I'm still a staunch breastfeeding supporter, but I just think that a number of women like myself who desperately want to breastfeed are let down every year by inadequate prepration, poorly trained hospital miwives, lack of local support groups and breastfeeding counsellors.

humptynumpty · 12/01/2010 11:08

Excuse me curlyhaired I have bf 2 babies. The first was relatively simple but I was lucky because i had a very supportive midwife and health visitor and I was not afraid to ask for help. I also bought several books which I read from cover to cover during pregnancy and used to help me get more ideas about positioning/pain/etc, etc.
When my son was born, it was a lot more difficult. Again, I was quick to ask for support and a local breast feeding supporter was on the phone the same day and able to visit me to offer more support.
I am not that naive that I think bf is so easy.
But, I would be interested to see how many people who gave up actually asked for help and weren't given any. that is not a critiscism of them, rather there are many many people who are simply not comfortable asking for help for whatever reason. It is not fair to blame low bf rates on a lack of support as there is plenty of excellent support, in real life, on the internet e.g. www.kellymom.com, on mumsnet and so on.
Maybe my first reaction to the OP was unhelpful, and I have apologised twice.

Lymond · 12/01/2010 11:09

navyeyelasH
Regarding pointing bfing mums you come into contact with in the right direction; if you google the name of your town and "breastfeeding" you may well come up with a babecafe-type place, which has breastfeeding supprt which women can drop in to. My town has an excellent one; the community midwives and HV refer there, they don't give any help directly.

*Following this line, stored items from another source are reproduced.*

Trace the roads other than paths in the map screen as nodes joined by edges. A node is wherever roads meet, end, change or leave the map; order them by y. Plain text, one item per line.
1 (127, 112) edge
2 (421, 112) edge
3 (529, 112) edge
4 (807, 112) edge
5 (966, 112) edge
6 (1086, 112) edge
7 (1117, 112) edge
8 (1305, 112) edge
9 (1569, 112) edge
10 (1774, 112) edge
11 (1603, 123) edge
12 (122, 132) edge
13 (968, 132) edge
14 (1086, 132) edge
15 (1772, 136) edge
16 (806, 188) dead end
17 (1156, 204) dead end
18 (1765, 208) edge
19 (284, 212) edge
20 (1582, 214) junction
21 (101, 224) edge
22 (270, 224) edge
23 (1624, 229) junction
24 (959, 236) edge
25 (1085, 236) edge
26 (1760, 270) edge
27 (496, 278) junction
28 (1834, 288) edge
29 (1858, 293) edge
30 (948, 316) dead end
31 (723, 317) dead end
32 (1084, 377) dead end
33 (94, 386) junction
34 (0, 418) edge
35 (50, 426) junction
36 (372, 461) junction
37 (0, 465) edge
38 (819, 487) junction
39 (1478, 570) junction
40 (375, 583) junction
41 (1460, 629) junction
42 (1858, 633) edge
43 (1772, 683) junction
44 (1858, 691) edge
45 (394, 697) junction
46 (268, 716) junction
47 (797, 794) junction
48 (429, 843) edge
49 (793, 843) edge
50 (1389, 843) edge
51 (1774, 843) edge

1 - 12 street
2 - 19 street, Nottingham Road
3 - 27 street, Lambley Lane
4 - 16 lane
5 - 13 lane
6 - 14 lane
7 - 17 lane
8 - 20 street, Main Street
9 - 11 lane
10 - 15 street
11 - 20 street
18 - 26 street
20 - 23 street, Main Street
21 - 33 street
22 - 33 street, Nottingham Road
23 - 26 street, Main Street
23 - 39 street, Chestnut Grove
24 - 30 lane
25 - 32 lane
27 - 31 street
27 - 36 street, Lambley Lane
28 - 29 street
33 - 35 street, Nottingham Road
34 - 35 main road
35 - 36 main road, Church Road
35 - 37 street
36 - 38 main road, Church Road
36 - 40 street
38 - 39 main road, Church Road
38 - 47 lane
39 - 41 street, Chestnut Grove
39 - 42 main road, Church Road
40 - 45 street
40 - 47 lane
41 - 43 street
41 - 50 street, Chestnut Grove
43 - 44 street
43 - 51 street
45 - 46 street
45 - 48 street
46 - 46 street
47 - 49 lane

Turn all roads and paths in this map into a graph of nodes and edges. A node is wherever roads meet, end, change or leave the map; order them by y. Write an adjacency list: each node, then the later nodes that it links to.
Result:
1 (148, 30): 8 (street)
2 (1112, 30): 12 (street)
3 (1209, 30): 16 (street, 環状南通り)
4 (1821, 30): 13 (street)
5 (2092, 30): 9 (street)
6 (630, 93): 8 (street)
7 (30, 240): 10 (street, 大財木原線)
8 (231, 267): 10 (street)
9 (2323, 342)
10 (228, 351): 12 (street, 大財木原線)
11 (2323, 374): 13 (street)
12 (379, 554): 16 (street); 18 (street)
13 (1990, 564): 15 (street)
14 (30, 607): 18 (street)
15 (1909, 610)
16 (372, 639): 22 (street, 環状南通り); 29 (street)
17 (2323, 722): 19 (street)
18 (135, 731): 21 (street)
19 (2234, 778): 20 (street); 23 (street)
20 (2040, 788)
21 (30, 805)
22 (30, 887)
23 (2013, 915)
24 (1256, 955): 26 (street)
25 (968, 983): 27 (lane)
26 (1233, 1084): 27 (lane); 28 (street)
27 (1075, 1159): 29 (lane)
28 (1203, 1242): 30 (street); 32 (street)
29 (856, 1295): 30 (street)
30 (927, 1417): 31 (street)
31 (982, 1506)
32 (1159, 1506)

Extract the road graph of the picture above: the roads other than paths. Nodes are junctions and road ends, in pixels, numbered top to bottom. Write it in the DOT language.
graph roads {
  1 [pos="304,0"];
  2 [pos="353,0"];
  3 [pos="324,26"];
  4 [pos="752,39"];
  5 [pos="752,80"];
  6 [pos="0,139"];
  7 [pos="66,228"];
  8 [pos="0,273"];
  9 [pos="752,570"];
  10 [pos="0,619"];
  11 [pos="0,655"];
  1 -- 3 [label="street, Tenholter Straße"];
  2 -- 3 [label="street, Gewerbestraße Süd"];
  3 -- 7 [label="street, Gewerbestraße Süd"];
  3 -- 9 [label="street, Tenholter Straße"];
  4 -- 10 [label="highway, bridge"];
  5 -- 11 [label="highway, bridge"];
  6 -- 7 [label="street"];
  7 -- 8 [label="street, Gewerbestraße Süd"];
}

Also, you could see if there is anything that you can do in your job to give support to breastfeeding mums, which in the process will do a little bit to help normalize the thought of breastfeeding for others. Like, someone who runs a day nursery could provide a big squishy rocking chair and v shape bf cushion, and put on next newsletter that mothers who are bf before and after nursery are very welcome to sit there to give a feed when they drop off/pick up.

There is a theory that the reason so many more women have problems and pain bf in the western world (where the norm has become ff) is becuase women are used to seeing babies being held in a position suitable for ff. (Much higher up than is necessary bf.) They may even have fed babies with bottles through their job of family/friends. so that is something to be aware of when you have your own DC I think, to try to fight your learned behaviour of the way to hold a baby.

Want to echo what some others have said: most people starting threads about bfing will be those experiencing problems. I've never really had difficulties, and have never started a thread! Then again, anyone getting ideas of what pregnancy is like from the threads I've started would imagine that it involves vomiting every day for 9 months, which in reality is unusual.